## To do
Track down each line below containing the string "Consolación" and copy it.

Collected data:
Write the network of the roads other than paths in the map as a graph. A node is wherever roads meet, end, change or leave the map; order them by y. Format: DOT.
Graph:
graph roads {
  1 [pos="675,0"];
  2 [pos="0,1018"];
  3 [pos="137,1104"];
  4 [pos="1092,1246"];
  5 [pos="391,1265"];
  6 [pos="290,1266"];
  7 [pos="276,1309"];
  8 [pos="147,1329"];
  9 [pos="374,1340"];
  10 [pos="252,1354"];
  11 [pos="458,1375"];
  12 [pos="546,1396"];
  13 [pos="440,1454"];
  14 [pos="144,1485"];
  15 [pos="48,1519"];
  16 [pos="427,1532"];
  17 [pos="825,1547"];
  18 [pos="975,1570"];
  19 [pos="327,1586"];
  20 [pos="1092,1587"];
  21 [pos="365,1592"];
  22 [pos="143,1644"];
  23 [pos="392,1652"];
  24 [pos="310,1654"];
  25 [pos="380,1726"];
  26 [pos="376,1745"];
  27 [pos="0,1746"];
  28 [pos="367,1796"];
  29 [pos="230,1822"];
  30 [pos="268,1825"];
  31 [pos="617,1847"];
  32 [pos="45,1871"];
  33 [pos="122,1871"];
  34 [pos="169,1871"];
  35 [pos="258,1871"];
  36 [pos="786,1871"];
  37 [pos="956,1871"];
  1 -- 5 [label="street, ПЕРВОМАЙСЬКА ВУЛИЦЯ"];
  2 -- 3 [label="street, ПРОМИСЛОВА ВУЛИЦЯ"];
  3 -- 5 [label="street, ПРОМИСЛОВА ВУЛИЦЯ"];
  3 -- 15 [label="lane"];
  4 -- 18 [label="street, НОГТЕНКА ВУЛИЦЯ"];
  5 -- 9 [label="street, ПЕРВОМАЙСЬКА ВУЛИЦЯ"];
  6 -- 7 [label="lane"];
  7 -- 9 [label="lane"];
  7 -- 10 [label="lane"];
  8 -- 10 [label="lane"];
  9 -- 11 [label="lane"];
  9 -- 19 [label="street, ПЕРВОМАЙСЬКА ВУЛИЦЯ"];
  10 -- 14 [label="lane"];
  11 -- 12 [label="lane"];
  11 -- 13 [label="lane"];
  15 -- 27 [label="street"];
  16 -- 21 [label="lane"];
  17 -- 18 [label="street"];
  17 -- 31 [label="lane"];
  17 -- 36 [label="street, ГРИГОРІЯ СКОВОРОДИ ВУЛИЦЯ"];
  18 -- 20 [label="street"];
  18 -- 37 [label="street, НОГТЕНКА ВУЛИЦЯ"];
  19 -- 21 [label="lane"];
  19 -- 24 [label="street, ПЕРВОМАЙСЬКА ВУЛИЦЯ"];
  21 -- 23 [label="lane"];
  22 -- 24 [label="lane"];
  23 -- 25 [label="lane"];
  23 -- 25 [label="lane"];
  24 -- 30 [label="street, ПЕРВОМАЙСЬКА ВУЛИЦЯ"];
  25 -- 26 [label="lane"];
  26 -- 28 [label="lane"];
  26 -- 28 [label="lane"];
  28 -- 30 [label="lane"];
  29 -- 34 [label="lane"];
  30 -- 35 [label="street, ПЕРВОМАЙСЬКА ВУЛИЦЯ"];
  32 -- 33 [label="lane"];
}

---

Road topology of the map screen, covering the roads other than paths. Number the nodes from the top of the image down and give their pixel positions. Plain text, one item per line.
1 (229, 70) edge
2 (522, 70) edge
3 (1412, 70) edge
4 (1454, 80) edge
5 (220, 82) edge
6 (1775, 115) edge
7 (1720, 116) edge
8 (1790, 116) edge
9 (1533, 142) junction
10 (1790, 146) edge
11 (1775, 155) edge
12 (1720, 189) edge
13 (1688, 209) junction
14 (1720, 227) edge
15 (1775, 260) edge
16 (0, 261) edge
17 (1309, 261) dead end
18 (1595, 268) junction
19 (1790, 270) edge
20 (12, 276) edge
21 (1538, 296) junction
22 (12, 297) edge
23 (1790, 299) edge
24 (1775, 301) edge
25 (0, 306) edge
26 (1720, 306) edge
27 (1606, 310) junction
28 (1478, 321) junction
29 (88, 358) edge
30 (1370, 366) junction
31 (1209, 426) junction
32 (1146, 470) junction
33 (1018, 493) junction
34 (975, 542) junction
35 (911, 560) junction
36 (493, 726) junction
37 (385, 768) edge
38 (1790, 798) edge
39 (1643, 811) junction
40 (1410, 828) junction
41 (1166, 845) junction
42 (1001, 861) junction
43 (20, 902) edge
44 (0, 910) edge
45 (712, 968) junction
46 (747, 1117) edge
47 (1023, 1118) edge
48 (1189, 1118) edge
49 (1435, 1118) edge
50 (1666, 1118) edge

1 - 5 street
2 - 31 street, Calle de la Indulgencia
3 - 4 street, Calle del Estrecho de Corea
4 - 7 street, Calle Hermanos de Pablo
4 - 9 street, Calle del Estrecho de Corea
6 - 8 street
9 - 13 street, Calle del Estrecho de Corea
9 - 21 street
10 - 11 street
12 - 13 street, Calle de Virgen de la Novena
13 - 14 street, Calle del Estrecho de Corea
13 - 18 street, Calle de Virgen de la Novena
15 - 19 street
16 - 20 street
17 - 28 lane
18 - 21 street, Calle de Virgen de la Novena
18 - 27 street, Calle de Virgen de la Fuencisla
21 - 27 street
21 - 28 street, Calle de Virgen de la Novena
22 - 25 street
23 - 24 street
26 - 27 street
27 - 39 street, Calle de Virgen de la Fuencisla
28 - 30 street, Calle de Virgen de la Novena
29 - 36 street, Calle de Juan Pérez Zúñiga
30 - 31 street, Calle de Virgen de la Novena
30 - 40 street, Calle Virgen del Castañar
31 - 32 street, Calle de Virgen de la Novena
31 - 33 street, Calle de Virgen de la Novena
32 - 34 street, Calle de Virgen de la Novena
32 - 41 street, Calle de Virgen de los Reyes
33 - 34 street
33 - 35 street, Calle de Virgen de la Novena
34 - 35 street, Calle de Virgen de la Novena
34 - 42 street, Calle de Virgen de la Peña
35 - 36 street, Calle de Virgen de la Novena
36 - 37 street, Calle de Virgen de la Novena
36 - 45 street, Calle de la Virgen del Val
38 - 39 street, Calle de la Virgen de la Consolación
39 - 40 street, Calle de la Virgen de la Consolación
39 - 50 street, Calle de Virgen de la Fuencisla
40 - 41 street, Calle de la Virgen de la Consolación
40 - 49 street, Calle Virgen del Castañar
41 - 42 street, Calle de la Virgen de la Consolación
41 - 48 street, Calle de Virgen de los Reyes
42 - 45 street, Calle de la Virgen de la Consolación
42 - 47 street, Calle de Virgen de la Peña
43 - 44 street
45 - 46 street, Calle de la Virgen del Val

## Result of the task
38 - 39 street, Calle de la Virgen de la Consolación
39 - 40 street, Calle de la Virgen de la Consolación
40 - 41 street, Calle de la Virgen de la Consolación
41 - 42 street, Calle de la Virgen de la Consolación
42 - 45 street, Calle de la Virgen de la Consolación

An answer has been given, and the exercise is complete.